Apple VARs To Customers: Don't Wait For Intel Machines
Their message to customers: If you need it now, don't wait--buy it.
"I don't think it's a smart move for anybody to hold back on any purchases, certainly in the next 12 months," said Michael Oh, president of Tech Superpowers, a Boston-based Apple specialist. "A year from now, then you're really going to have to start looking at this issue. So in the short term to midterm, customers should continue to purchase as needed."
Major platform changes always sway some customers to take a wait-and-see attitude, but those with systems that can no longer do the job will realize they can't hold off an upgrade for a year or more, said George Swords, marketing manager at PowerMacPac, an Apple VAR in Portland, Ore.
"If there's an excuse to delay a purchase, people will use it. But if you need a box, you buy a box. There's really no reason to delay a purchase, because it's going to be at least a year [for Intel Macs to ship]," Swords said.
Apple plans to roll out the first Intel-based products starting next June and have all new Macs running on Intel chips by the close of 2007. CEO Steve Jobs unveiled the migration timetable last week at the Apple Worldwide Developer Conference in San Francisco, but he didn't say which products would be the first to get Intel processors.
In the meantime, Apple has "some great PowerPC products in the pipeline," Jobs said. The company has since declined to comment about specific products for the Intel transition.
But even with that general road map, solution providers said it shouldn't be difficult to explain to customers to proceed with any upgrades they had been planning or to reassure them about recent Mac purchases.
"If you just bought a brand-new [Power Mac] G5, that machine is going to be perfectly fine for whatever your standard lifecycle is--18 months, two years, three years, five years--and your next one will probably be an Intel machine," Swords said. "If you have a G4 right now and it's working OK and you want to wait, that would be cool. But if your [business] process says you need to be more efficient and you need to buy a new G5, it's the same cycle. So there's no reason for a customer not to upgrade now."
Some customers may even find PowerPC-based Macs a safer option for the time being, since there's no telling how well the early Intel units will perform or if they'll encounter any technical glitches, VARs said.
"Do you want to jump on the bleeding edge, or do you want to get the most refined Macs?" Swords said. "In a production environment, we know the PowerPC platform is very stable and rock-solid. So in that environment, you may not want to buy version one [of an Intel Mac]."
If Mac customers hesitate to buy anything before the Intel machines come out, VARs need to boil it down for them so they can plainly see what they need or want, said Gary Dailey, president of Daystar Technology, an Atlanta-based Apple reseller.

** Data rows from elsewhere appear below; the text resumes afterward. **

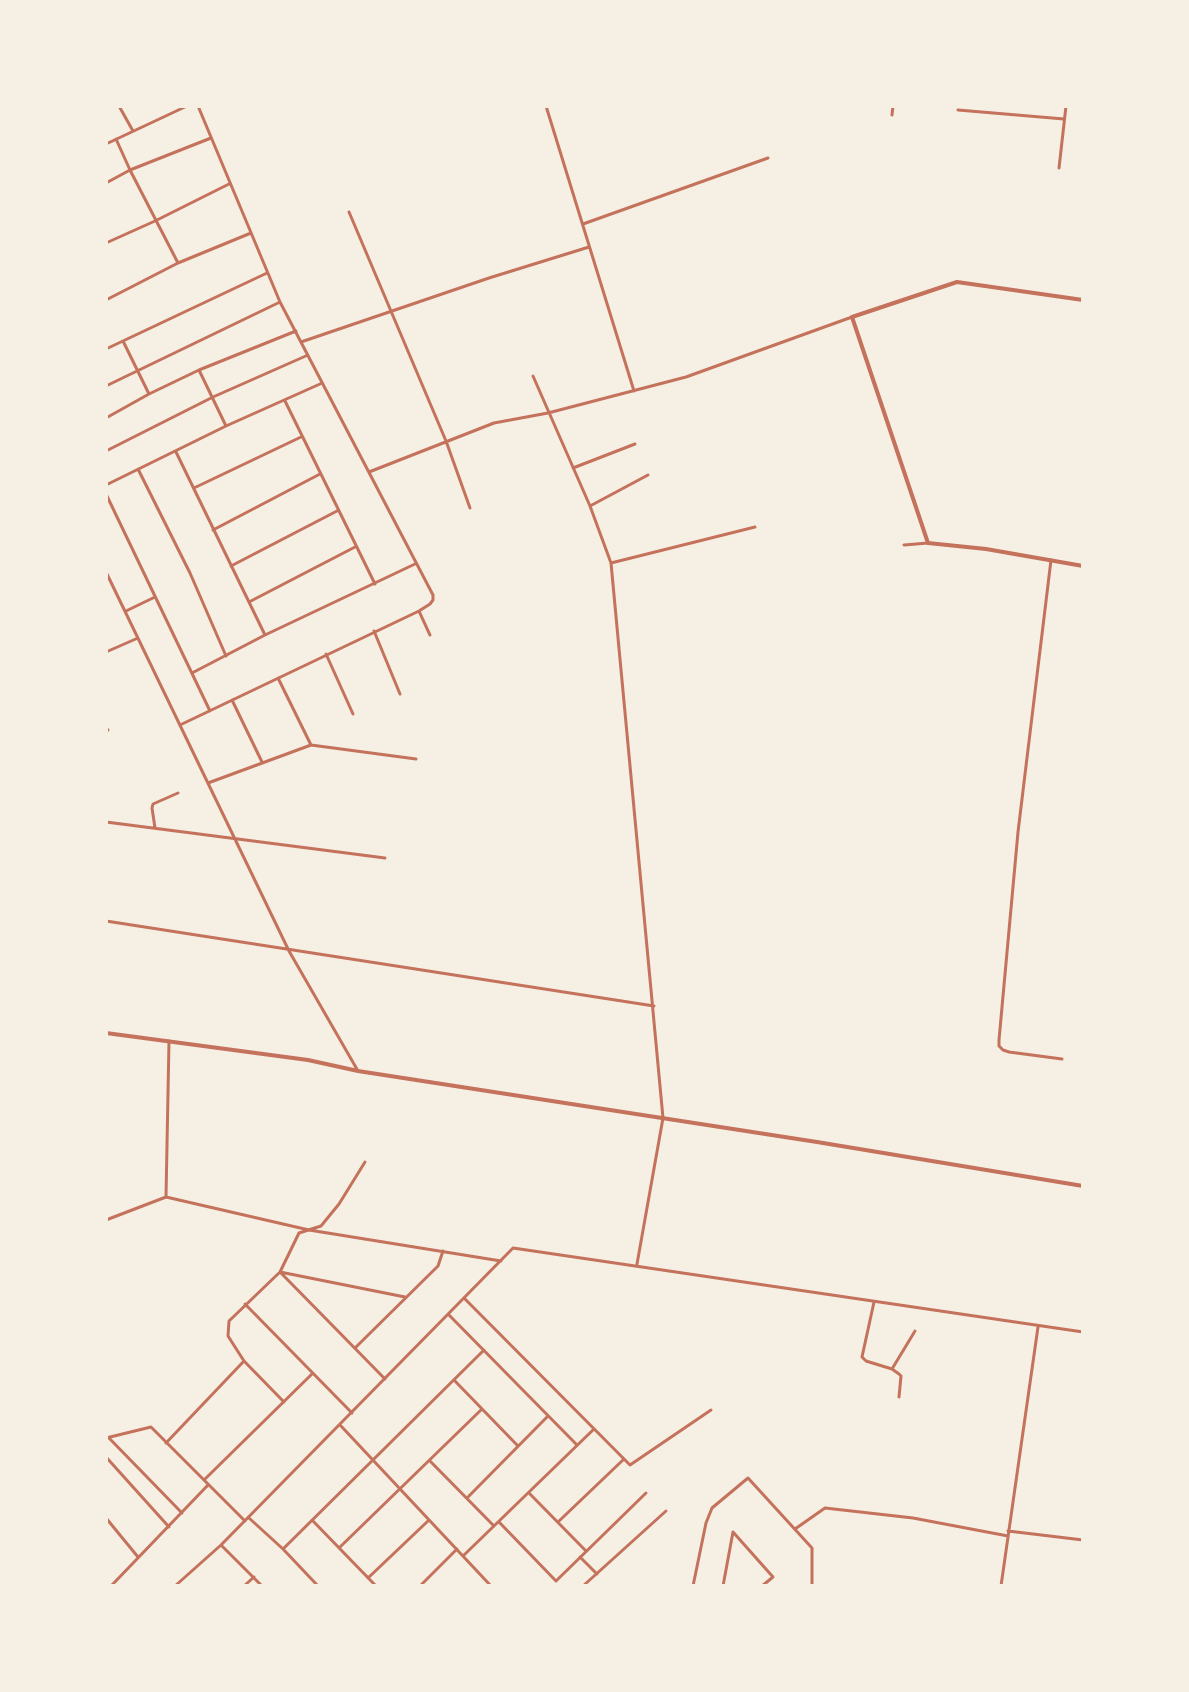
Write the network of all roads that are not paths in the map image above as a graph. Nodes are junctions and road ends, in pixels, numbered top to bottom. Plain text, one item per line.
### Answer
1 (119, 106) edge
2 (187, 106) edge
3 (198, 106) edge
4 (546, 106) edge
5 (893, 106) edge
6 (1066, 106) edge
7 (958, 110) dead end
8 (892, 115) dead end
9 (1064, 119) junction
10 (133, 131) junction
11 (211, 138) junction
12 (116, 139) junction
13 (106, 144) edge
14 (768, 158) dead end
15 (1059, 168) dead end
16 (130, 170) junction
17 (106, 183) edge
18 (230, 183) junction
19 (349, 212) dead end
20 (155, 221) junction
21 (583, 224) junction
22 (252, 232) junction
23 (106, 243) edge
24 (589, 247) junction
25 (178, 263) junction
26 (267, 273) junction
27 (106, 300) edge
28 (1083, 300) edge
29 (280, 302) junction
30 (391, 312) junction
31 (852, 317) junction
32 (296, 331) junction
33 (123, 341) junction
34 (301, 342) junction
35 (106, 349) edge
36 (308, 355) junction
37 (199, 370) junction
38 (138, 371) junction
39 (533, 376) dead end
40 (321, 383) junction
41 (106, 386) edge
42 (634, 391) junction
43 (149, 394) junction
44 (213, 397) junction
45 (285, 401) junction
46 (548, 413) junction
47 (106, 418) edge
48 (226, 426) junction
49 (301, 437) junction
50 (446, 441) junction
51 (635, 444) dead end
52 (106, 451) edge
53 (176, 452) junction
54 (573, 468) junction
55 (139, 470) junction
56 (369, 472) junction
57 (320, 474) junction
58 (648, 475) dead end
59 (106, 485) edge
60 (194, 488) junction
61 (106, 494) edge
62 (590, 506) junction
63 (470, 508) dead end
64 (338, 511) junction
65 (755, 527) dead end
66 (213, 530) junction
67 (928, 543) junction
68 (904, 545) dead end
69 (356, 547) junction
70 (1051, 560) junction
71 (611, 563) junction
72 (415, 564) junction
73 (231, 566) junction
74 (1083, 566) edge
75 (106, 572) edge
76 (375, 584) junction
77 (155, 597) junction
78 (249, 602) junction
79 (419, 611) junction
80 (125, 612) junction
81 (374, 631) junction
82 (265, 635) junction
83 (430, 635) dead end
84 (138, 638) junction
85 (106, 652) edge
86 (326, 654) junction
87 (226, 656) junction
88 (192, 673) junction
89 (278, 678) junction
90 (400, 694) dead end
91 (232, 700) junction
92 (210, 711) junction
93 (353, 714) dead end
94 (180, 725) junction
95 (311, 745) junction
96 (416, 759) dead end
97 (262, 763) junction
98 (208, 783) junction
99 (178, 793) dead end
100 (106, 822) edge
101 (155, 828) junction
102 (234, 838) junction
103 (385, 858) dead end
104 (106, 921) edge
105 (289, 951) junction
106 (654, 1006) junction
107 (106, 1033) edge
108 (169, 1041) junction
109 (1062, 1059) dead end
110 (358, 1071) junction
111 (663, 1118) junction
112 (365, 1162) dead end
113 (1083, 1186) edge
114 (166, 1197) junction
115 (106, 1220) edge
116 (309, 1230) junction
117 (443, 1251) junction
118 (501, 1261) junction
119 (636, 1266) junction
120 (280, 1272) junction
121 (406, 1297) junction
122 (464, 1298) junction
123 (874, 1302) junction
124 (245, 1304) junction
125 (448, 1314) junction
126 (1038, 1327) junction
127 (915, 1331) dead end
128 (1083, 1332) edge
129 (355, 1348) junction
130 (484, 1350) junction
131 (244, 1361) junction
132 (892, 1369) junction
133 (313, 1373) junction
134 (385, 1379) junction
135 (454, 1379) junction
136 (899, 1397) dead end
137 (284, 1402) junction
138 (482, 1409) junction
139 (711, 1410) dead end
140 (352, 1413) junction
141 (548, 1416) junction
142 (340, 1425) junction
143 (594, 1429) junction
144 (107, 1437) edge
145 (166, 1443) junction
146 (577, 1445) junction
147 (518, 1446) junction
148 (106, 1457) edge
149 (624, 1459) junction
150 (373, 1460) junction
151 (430, 1461) junction
152 (204, 1480) junction
153 (208, 1485) junction
154 (401, 1490) junction
155 (529, 1493) junction
156 (646, 1493) dead end
157 (467, 1498) junction
158 (666, 1511) dead end
159 (182, 1513) junction
160 (106, 1518) edge
161 (247, 1520) junction
162 (311, 1520) junction
163 (429, 1520) junction
164 (499, 1522) junction
165 (558, 1522) junction
166 (494, 1526) junction
167 (169, 1527) junction
168 (795, 1529) junction
169 (1008, 1533) junction
170 (1083, 1540) edge
171 (221, 1545) junction
172 (339, 1548) junction
173 (283, 1549) junction
174 (457, 1549) junction
175 (586, 1551) junction
176 (463, 1556) junction
177 (138, 1557) junction
178 (580, 1557) junction
179 (597, 1574) junction
180 (254, 1577) junction
181 (368, 1578) junction
182 (106, 1579) edge
183 (112, 1585) edge
184 (175, 1586) edge
185 (244, 1586) edge
186 (262, 1586) edge
187 (318, 1586) edge
188 (376, 1586) edge
189 (420, 1586) edge
190 (491, 1586) edge
191 (583, 1586) edge
192 (693, 1586) edge
193 (723, 1586) edge
194 (762, 1586) edge
195 (812, 1586) edge
196 (1001, 1586) edge

1 - 10 street
2 - 10 street
3 - 11 street
4 - 21 street
5 - 8 street
6 - 9 street
7 - 9 street
9 - 15 street
10 - 12 street
11 - 16 street
11 - 18 street
12 - 13 street
12 - 16 street
14 - 21 street
16 - 17 street
16 - 20 street
18 - 20 street
18 - 22 street
19 - 30 street
20 - 23 street
20 - 25 street
21 - 24 street
22 - 25 street
22 - 26 street
24 - 30 street
24 - 42 street
25 - 27 street
26 - 29 street
26 - 33 street
28 - 31 street
29 - 32 street
29 - 38 street
30 - 34 street
30 - 50 street
31 - 42 street
31 - 67 street
32 - 34 street
32 - 37 street
33 - 35 street
33 - 38 street
34 - 36 street
36 - 40 street
36 - 44 street
37 - 43 street
37 - 44 street
38 - 41 street
38 - 43 street
39 - 46 street
40 - 45 street
40 - 56 street
42 - 46 street
43 - 47 street
44 - 48 street
44 - 52 street
45 - 48 street
45 - 49 street
46 - 50 street
46 - 54 street
48 - 53 street
49 - 57 street
49 - 60 street
50 - 56 street
50 - 63 street
51 - 54 street
53 - 55 street
53 - 60 street
54 - 62 street
55 - 59 street
55 - 87 street
56 - 72 street
57 - 64 street
57 - 66 street
58 - 62 street
60 - 66 street
61 - 77 street
62 - 71 street
64 - 69 street
64 - 73 street
65 - 71 street
66 - 73 street
67 - 68 street
67 - 70 street
69 - 76 street
69 - 78 street
70 - 74 street
70 - 109 street
71 - 106 street
72 - 76 street
72 - 79 street
73 - 78 street
75 - 80 street
76 - 82 street
77 - 80 street
77 - 88 street
78 - 82 street
79 - 81 street
79 - 83 street
80 - 84 street
81 - 86 street
81 - 90 street
82 - 87 street
84 - 85 street
84 - 94 street
86 - 89 street
86 - 93 street
87 - 88 street
88 - 92 street
89 - 91 street
89 - 95 street
91 - 92 street
91 - 97 street
92 - 94 street
94 - 98 street
95 - 96 street
95 - 97 street
97 - 98 street
98 - 102 street
99 - 101 street
100 - 101 street
101 - 102 street
102 - 103 street
102 - 105 street
104 - 105 street
105 - 106 street
105 - 110 street
106 - 111 street
107 - 108 street
108 - 110 street
108 - 114 street
110 - 111 street
111 - 113 street
111 - 119 street
112 - 116 street
114 - 115 street
114 - 116 street
116 - 117 street
116 - 120 street
117 - 118 street
117 - 121 street
118 - 119 street
118 - 122 street
119 - 123 street
120 - 121 street
120 - 124 street
120 - 129 street
121 - 129 street
122 - 125 street
122 - 143 street
123 - 126 street
123 - 132 street
124 - 131 street
124 - 133 street
125 - 130 street
125 - 134 street
126 - 128 street
126 - 169 street
127 - 132 street
129 - 134 street
130 - 135 street
130 - 141 street
131 - 137 street
131 - 145 street
132 - 136 street
133 - 137 street
133 - 140 street
134 - 140 street
135 - 138 street
135 - 150 street
137 - 152 street
138 - 147 street
138 - 151 street
139 - 149 street
140 - 142 street
141 - 146 street
141 - 147 street
142 - 150 street
142 - 161 street
143 - 146 street
143 - 149 street
144 - 145 street
144 - 159 street
145 - 152 street
146 - 155 street
147 - 157 street
148 - 167 street
149 - 165 street
150 - 154 street
150 - 162 street
151 - 154 street
151 - 157 street
152 - 153 street
153 - 159 street
153 - 161 street
154 - 163 street
154 - 172 street
155 - 164 street
155 - 165 street
156 - 175 street
157 - 166 street
158 - 179 street
159 - 167 street
160 - 177 street
161 - 171 street
161 - 173 street
162 - 172 street
162 - 173 street
163 - 174 street
163 - 181 street
164 - 166 street
164 - 178 street
165 - 175 street
166 - 176 street
167 - 177 street
168 - 169 street
168 - 192 street
168 - 195 street
169 - 170 street
169 - 196 street
171 - 180 street
171 - 184 street
172 - 181 street
173 - 187 street
174 - 176 street
174 - 189 street
175 - 178 street
176 - 190 street
177 - 183 street
178 - 179 street
179 - 191 street
180 - 185 street
180 - 186 street
181 - 188 street
182 - 183 street
193 - 194 street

"We go into the same type of thing: Are you happy with what you have now, and what is it you're trying to get?" Dailey said. "It gets back to the same old thing that anything you buy today is obsolete yesterday. That's just a part of it. So decide what you want to do and what you need to do, and make an adjustment."
Forrester Research analyst Simon Yates said he thinks VARs will have their work cut out for them selling current Mac products in the interim of Apple's move to the Intel platform.
"It's going to be difficult for them to allay some fears because there are going to be customers who'll say, 'I'll just wait for the Intel version,' " Yates said. "They need to come up with an argument that says to customers, 'Look, we don't know exactly which products are going to be transitioned first. All we know is that by [late] 2007, they all will be, and it's likely to start with the low-end, Mac mini part of the portfolio first."